WHAT YOU NEED TO DO »
Count the lines in the entries below that include the word "math". Give nothing but the number.

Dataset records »
[Start of Attachment]

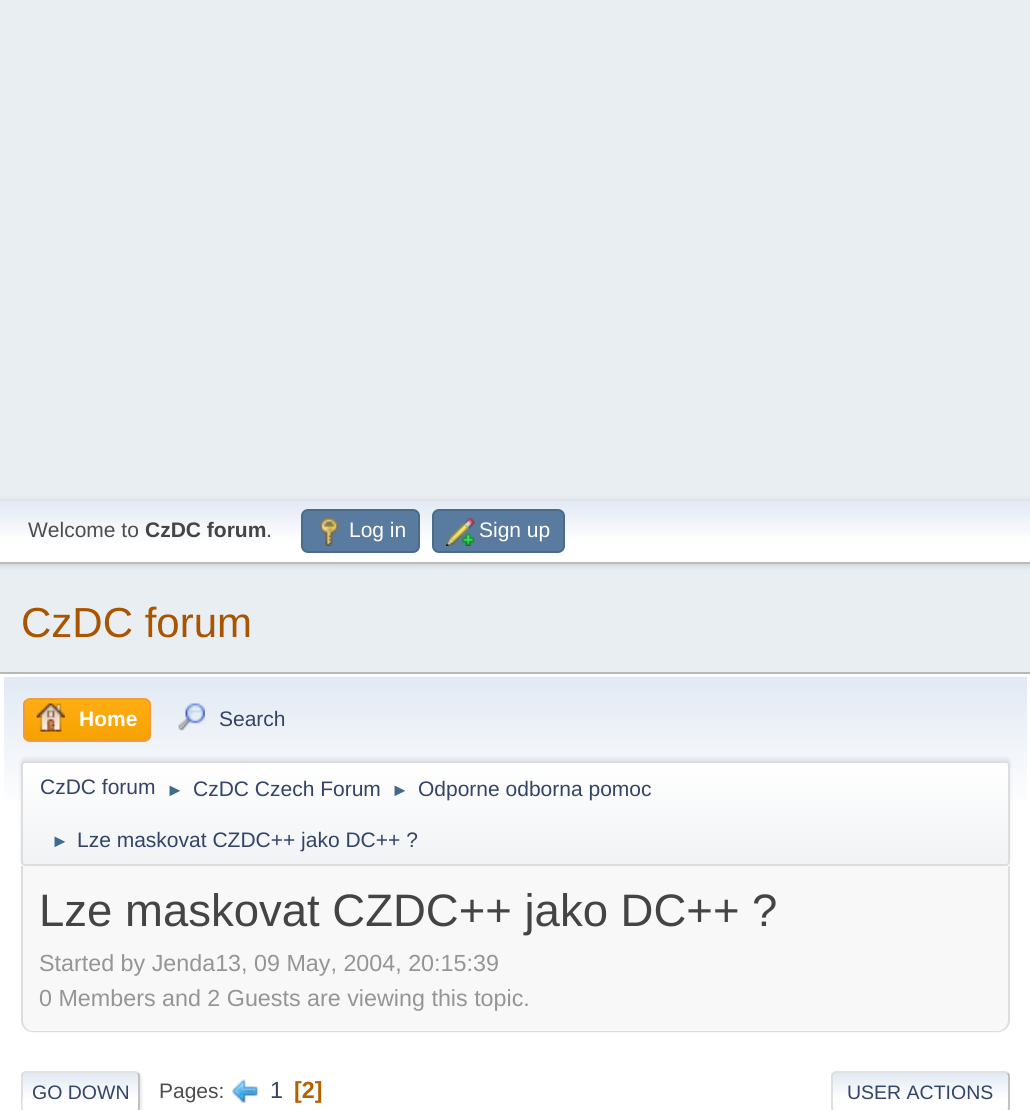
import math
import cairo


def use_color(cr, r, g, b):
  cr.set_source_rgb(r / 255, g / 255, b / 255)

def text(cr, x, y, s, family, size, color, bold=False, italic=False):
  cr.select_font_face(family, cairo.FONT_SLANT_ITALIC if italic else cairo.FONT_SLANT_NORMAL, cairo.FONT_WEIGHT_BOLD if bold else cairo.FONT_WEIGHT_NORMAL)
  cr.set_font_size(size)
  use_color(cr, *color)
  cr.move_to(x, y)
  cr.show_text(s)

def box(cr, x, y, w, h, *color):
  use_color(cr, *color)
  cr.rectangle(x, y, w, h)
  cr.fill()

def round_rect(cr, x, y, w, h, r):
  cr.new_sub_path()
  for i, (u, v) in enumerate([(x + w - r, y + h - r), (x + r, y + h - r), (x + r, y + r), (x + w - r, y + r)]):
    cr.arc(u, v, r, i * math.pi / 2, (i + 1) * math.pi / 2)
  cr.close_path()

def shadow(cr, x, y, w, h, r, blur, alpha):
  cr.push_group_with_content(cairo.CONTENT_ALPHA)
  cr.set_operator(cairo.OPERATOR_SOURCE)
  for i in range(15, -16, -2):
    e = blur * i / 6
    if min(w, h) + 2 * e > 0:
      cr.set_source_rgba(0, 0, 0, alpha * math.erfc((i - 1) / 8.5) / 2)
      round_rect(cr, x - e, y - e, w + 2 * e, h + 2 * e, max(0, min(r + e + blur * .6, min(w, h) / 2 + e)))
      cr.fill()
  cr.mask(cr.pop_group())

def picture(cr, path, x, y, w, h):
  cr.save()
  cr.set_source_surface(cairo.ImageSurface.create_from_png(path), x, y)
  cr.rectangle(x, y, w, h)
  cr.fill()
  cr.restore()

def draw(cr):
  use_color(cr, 233, 238, 242)
  cr.paint()
  use_color(cr, 0, 0, 0)
  shadow(cr, 0, 502, 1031, 63, 0, 3.5, 0.16)
  gradient = cairo.LinearGradient(515, 500, 515, 562)
  gradient.add_color_stop_rgba(0, 0.886, 0.914, 0.953, 1)
  gradient.add_color_stop_rgba(0.7, 1, 1, 1, 1)
  cr.set_source(gradient)
  cr.rectangle(0, 501, 1030, 61)
  cr.fill()
  box(cr, 0, 562, 1030, 2, 187, 187, 187)
  use_color(cr, 89, 123, 159)
  round_rect(cr, 302, 510, 117, 42, 6)
  cr.fill_preserve()
  use_color(cr, 74, 107, 140)
  cr.stroke()
  picture(cr, "img_01.png", 319, 518, 20, 28)
  use_color(cr, 89, 123, 159)
  round_rect(cr, 433, 510, 131, 42, 6)
  cr.fill_preserve()
  use_color(cr, 74, 107, 140)
  cr.stroke()
  picture(cr, "img_02.png", 446, 518, 29, 28)
  box(cr, 0, 674, 1030, 436, 255, 255, 255)
  box(cr, 0, 672, 1030, 2, 184, 184, 184)
  gradient = cairo.LinearGradient(515, 677, 515, 870)
  gradient.add_color_stop_rgba(0, 0.886, 0.914, 0.953, 1)
  gradient.add_color_stop_rgba(0.7, 1, 1, 1, 1)
  cr.set_source(gradient)
  cr.rectangle(4, 677, 1023, 123)
  cr.fill()
  cr.save()
  round_rect(cr, 23, 698, 128, 44, 7)
  cr.clip()
  gradient = cairo.LinearGradient(87, 700, 87, 740)
  gradient.add_color_stop_rgba(0, 1, 0.682, 0.078, 1)
  gradient.add_color_stop_rgba(1, 0.961, 0.631, 0, 1)
  cr.set_source(gradient)
  cr.rectangle(23, 700, 128, 40)
  cr.fill()
  cr.restore()
  round_rect(cr, 24, 699, 126, 42, 6)
  use_color(cr, 244, 154, 58)
  cr.stroke()
  picture(cr, "img_03.png", 36, 703, 29, 29)
  picture(cr, "img_04.png", 178, 703, 27, 28)
  use_color(cr, 0, 0, 0)
  shadow(cr, 21, 758, 989, 105, 4, 2, 0.08)
  cr.save()
  round_rect(cr, 21, 761, 989, 105, 4)
  cr.clip()
  gradient = cairo.LinearGradient(515, 763, 515, 865)
  gradient.add_color_stop_rgba(0, 1, 1, 1, 1)
  gradient.add_color_stop_rgba(0.95, 0.945, 0.953, 0.961, 1)
  cr.set_source(gradient)
  cr.rectangle(21, 763, 989, 102)
  cr.fill()
  cr.restore()
  round_rect(cr, 22, 762, 987, 103, 3)
  use_color(cr, 221, 221, 221)
  cr.stroke()
  use_color(cr, 248, 248, 248)
  cr.new_path()
  cr.move_to(21, 866)
  cr.line_to(1010, 866)
  cr.line_to(1010, 1021)
  cr.curve_to(1010, 1027.5, 1004.5, 1033, 998, 1033)
  cr.line_to(33, 1033)
  cr.curve_to(26.5, 1033, 21, 1027.5, 21, 1021)
  cr.close_path()
  cr.fill()
  use_color(cr, 221, 221, 221)
  cr.set_fill_rule(cairo.FILL_RULE_EVEN_ODD)
  cr.new_path()
  cr.move_to(21, 866)
  cr.line_to(1010, 866)
  cr.line_to(1010, 1020)
  cr.curve_to(1010, 1027, 1004, 1032, 998, 1032)
  cr.line_to(33, 1032)
  cr.curve_to(26, 1032, 21, 1027, 21, 1020)
  cr.close_path()
  cr.move_to(23, 866)
  cr.line_to(1008, 866)
  cr.line_to(1008, 1020)
  cr.curve_to(1008, 1026, 1003, 1031, 998, 1031)
  cr.line_to(33, 1031)
  cr.curve_to(27, 1031, 23, 1026, 23, 1020)
  cr.close_path()
  cr.fill()
  use_color(cr, 221, 221, 221)
  shadow(cr, 23, 1073, 119, 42, 5, 1, 0.57)
  use_color(cr, 255, 255, 255)
  round_rect(cr, 21, 1071, 119, 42, 5)
  cr.fill()
  cr.save()
  cr.set_fill_rule(cairo.FILL_RULE_WINDING)
  round_rect(cr, 21, 1071, 119, 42, 5)
  cr.clip()
  gradient = cairo.LinearGradient(81, 1073, 81, 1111)
  gradient.add_color_stop_rgba(0, 0.886, 0.914, 0.953, 1)
  gradient.add_color_stop_rgba(0.7, 1, 1, 1, 1)
  cr.set_source(gradient)
  cr.rectangle(21, 1073, 119, 37)
  cr.fill()
  cr.restore()
  cr.new_path()
  cr.move_to(138, 1073)
  cr.curve_to(138.5, 1074, 139, 1075, 139, 1076)
  cr.line_to(139, 1108)
  cr.curve_to(139, 1109, 138.5, 1110, 138, 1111)
  use_color(cr, 187, 187, 187)
  cr.set_line_width(1.8)
  cr.stroke()
  cr.save()
  cr.set_fill_rule(cairo.FILL_RULE_WINDING)
  cr.rectangle(21, 1059, 989, 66)
  cr.clip()
  cr.new_path()
  cr.move_to(23, 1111)
  cr.curve_to(20.5, 1108, 22, 1100.5, 22, 1097)
  cr.line_to(22, 1081.5)
  cr.curve_to(22, 1078, 21, 1072, 26, 1072)
  cr.line_to(135, 1072)
  cr.line_to(138, 1073)
  use_color(cr, 221, 221, 221)
  cr.stroke()
  cr.restore()
  picture(cr, "img_05.png", 232, 1079, 26, 24)
  cr.save()
  cr.set_fill_rule(cairo.FILL_RULE_WINDING)
  cr.rectangle(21, 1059, 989, 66)
  cr.clip()
  use_color(cr, 221, 221, 221)
  shadow(cr, 833, 1073, 179, 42, 5, 1, 0.57)
  cr.restore()
  use_color(cr, 255, 255, 255)
  round_rect(cr, 831, 1071, 179, 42, 5)
  cr.fill()
  cr.save()
  cr.set_fill_rule(cairo.FILL_RULE_WINDING)
  round_rect(cr, 831, 1071, 179, 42, 5)
  cr.clip()
  gradient = cairo.LinearGradient(921, 1073, 921, 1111)
  gradient.add_color_stop_rgba(0, 0.886, 0.914, 0.953, 1)
  gradient.add_color_stop_rgba(0.7, 1, 1, 1, 1)
  cr.set_source(gradient)
  cr.rectangle(831, 1073, 179, 37)
  cr.fill()
  cr.restore()
  cr.new_path()
  cr.move_to(1007.5, 1073)
  cr.curve_to(1008.5, 1074, 1009, 1075, 1009, 1076)
  cr.line_to(1009, 1108)
  cr.curve_to(1009, 1109, 1008.5, 1110, 1007.5, 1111)
  use_color(cr, 187, 187, 187)
  cr.stroke()
  cr.new_path()
  cr.move_to(833.5, 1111)
  cr.curve_to(832.5, 1110, 832, 1109, 832, 1108)
  cr.line_to(832, 1076)
  cr.curve_to(832, 1075, 832.5, 1074, 833.5, 1073)
  cr.curve_to(834, 1072.5, 835.5, 1072, 836.5, 1072)
  cr.line_to(1004.5, 1072)
  cr.curve_to(1005.5, 1072, 1007, 1072.5, 1007.5, 1073)
  use_color(cr, 221, 221, 221)
  cr.stroke()
  text(cr, 28, 537, "Welcome to", "Liberation Sans", 21, (77, 77, 77))
  text(cr, 145, 537, "CzDC forum", "Liberation Sans", 21, (68, 68, 68), bold=True)
  text(cr, 266, 537, ".", "Liberation Sans", 21, (77, 77, 77))
  text(cr, 349, 537, "Log in", "Liberation Sans", 21, (255, 255, 255))
  text(cr, 479, 537, "Sign up", "Liberation Sans", 21, (255, 255, 255))
  text(cr, 21, 637, "CzDC forum", "Liberation Sans", 42, (168, 84, 0))
  text(cr, 79, 726, "Home", "Liberation Sans", 21, (255, 255, 255), bold=True)
  text(cr, 219, 726, "Search", "Liberation Sans", 21, (51, 68, 102))
  text(cr, 40, 794, "CzDC forum", "Liberation Sans", 21, (51, 68, 102))
  text(cr, 166, 796, "►", "Liberation Sans", 18, (63, 107, 140))
  text(cr, 193, 796, "CzDC Czech Forum", "Liberation Sans", 21, (51, 68, 102))
  text(cr, 391, 796, "►", "Liberation Sans", 18, (63, 107, 140))
  text(cr, 418, 796, "Odporne odborna pomoc", "Liberation Sans", 21, (51, 68, 102))
  text(cr, 51, 847, "►", "Liberation Sans", 18, (63, 107, 140))
  text(cr, 77, 847, "Lze maskovat CZDC++ jako DC++ ?", "Liberation Sans", 21, (51, 68, 102))
  text(cr, 39, 926, "Lze maskovat CZDC++ jako DC++ ?", "Liberation Sans", 45.5, (68, 68, 68))
  text(cr, 39, 971, "Started by Jenda13, 09 May, 2004, 20:15:39", "Liberation Sans", 23.3, (149, 149, 149))
  text(cr, 39, 1006, "0 Members and 2 Guests are viewing this topic.", "Liberation Sans", 23.3, (149, 149, 149))
  text(cr, 32, 1099, "GO DOWN", "Liberation Sans", 19.5, (51, 68, 102))
  text(cr, 159, 1098, "Pages:", "Liberation Sans", 21, (77, 77, 77))
  text(cr, 270, 1098, "1", "Liberation Sans", 23.3, (51, 68, 102))
  text(cr, 294, 1098, "[2]", "Liberation Sans", 23.3, (180, 97, 0), bold=True)
  text(cr, 847, 1099, "USER ACTIONS", "Liberation Sans", 19.5, (51, 68, 102))


surface = cairo.ImageSurface(cairo.FORMAT_RGB24, 1030, 1110)
cr = cairo.Context(surface)
options = cairo.FontOptions()
options.set_hint_metrics(cairo.HINT_METRICS_OFF)
options.set_hint_style(cairo.HINT_STYLE_NONE)
cr.set_font_options(options)
cr.set_miter_limit(4)
draw(cr)
surface.write_to_png("out.png")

[End of Attachment]

ANSWER SPACE »
3